Nevertheless, our study has notable strengths. First, this is the first study in Turkey to assess parental perspectives regarding minors treated with ECT, addressing a significant gap in this field. Second, the study encompasses cases spanning approximately a decade (2015-2024), capturing a wide range of clinical experience. Third, the questionnaire used was compiled from studies with demonstrated validity in the international literature, providing a multidimensional assessment. Finally, our study includes views of both mothers and fathers, showing a balanced distribution by gender.
Conclusion
In conclusion, our descriptive study indicates that parents of pediatric patients who received ECT at our center reported predominantly positive perceptions regarding the treatment’s effectiveness and safety.

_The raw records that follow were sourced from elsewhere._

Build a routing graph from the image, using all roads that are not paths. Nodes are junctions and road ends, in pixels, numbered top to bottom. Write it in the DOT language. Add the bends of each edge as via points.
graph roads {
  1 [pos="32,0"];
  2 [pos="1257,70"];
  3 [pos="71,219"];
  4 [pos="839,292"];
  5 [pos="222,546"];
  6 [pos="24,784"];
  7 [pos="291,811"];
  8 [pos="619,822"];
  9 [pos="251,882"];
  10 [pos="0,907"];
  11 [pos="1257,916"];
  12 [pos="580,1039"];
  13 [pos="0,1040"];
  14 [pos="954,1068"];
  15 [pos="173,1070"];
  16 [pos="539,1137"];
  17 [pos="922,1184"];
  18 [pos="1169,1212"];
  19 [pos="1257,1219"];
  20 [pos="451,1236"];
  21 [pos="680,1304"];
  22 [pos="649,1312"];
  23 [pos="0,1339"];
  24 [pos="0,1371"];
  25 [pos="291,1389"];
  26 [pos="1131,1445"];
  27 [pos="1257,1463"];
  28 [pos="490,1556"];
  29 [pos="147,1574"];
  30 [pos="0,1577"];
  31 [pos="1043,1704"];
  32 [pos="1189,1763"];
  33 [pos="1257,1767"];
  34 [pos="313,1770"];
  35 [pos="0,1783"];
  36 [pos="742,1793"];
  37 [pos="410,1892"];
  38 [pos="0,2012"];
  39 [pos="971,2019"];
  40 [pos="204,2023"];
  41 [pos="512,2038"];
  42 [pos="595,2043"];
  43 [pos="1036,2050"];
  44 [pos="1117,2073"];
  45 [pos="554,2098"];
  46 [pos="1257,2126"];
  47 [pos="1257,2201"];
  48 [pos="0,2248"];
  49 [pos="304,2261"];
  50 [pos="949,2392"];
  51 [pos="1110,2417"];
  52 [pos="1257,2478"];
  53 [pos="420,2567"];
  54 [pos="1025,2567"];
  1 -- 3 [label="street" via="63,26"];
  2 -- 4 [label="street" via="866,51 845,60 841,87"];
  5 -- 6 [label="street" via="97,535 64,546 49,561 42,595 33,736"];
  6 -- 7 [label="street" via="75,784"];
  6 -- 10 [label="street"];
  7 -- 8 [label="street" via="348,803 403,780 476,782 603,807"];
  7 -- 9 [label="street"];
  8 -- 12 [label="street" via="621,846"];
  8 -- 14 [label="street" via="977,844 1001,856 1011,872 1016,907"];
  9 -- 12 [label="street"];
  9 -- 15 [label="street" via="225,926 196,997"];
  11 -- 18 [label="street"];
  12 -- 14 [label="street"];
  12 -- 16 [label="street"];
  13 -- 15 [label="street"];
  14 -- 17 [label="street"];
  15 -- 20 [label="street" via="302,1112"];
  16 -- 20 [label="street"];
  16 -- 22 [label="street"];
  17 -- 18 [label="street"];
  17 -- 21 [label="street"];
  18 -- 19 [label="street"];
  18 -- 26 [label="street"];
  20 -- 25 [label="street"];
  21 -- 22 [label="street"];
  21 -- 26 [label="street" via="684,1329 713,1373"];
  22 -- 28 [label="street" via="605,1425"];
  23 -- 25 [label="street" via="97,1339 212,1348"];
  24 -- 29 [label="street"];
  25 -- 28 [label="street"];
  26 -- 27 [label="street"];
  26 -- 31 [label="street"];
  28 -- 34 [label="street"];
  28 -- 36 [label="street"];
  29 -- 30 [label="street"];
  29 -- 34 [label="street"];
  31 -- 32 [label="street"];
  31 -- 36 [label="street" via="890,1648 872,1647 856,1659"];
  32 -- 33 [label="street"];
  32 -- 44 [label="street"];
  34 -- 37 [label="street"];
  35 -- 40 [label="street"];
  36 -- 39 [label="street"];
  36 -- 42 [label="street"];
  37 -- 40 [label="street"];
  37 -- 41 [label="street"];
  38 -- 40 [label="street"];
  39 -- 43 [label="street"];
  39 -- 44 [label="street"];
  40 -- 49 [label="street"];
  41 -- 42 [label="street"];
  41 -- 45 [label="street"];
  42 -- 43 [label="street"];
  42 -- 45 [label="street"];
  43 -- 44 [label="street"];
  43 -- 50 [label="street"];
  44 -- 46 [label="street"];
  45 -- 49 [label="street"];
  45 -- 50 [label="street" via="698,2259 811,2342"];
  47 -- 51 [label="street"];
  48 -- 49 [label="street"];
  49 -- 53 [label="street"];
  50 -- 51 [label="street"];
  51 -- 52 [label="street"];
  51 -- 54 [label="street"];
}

A large proportion of parents reported reduction in their children’s psychiatric symptoms after ECT and found the treatment beneficial. The perception that ECT is an “inhuman” method remained at a very low level. However, it was found that older parents in particular experienced more difficulty in the information provision process, and greater emphasis should be placed on structured psychoeducation programs and family education in clinical practice. Future studies conducted with larger samples, prospective designs, and qualitative methods will increase the body of knowledge in this field. Additionally, developing and implementing psychoeducation programs aimed at reducing social stigma toward ECT is important.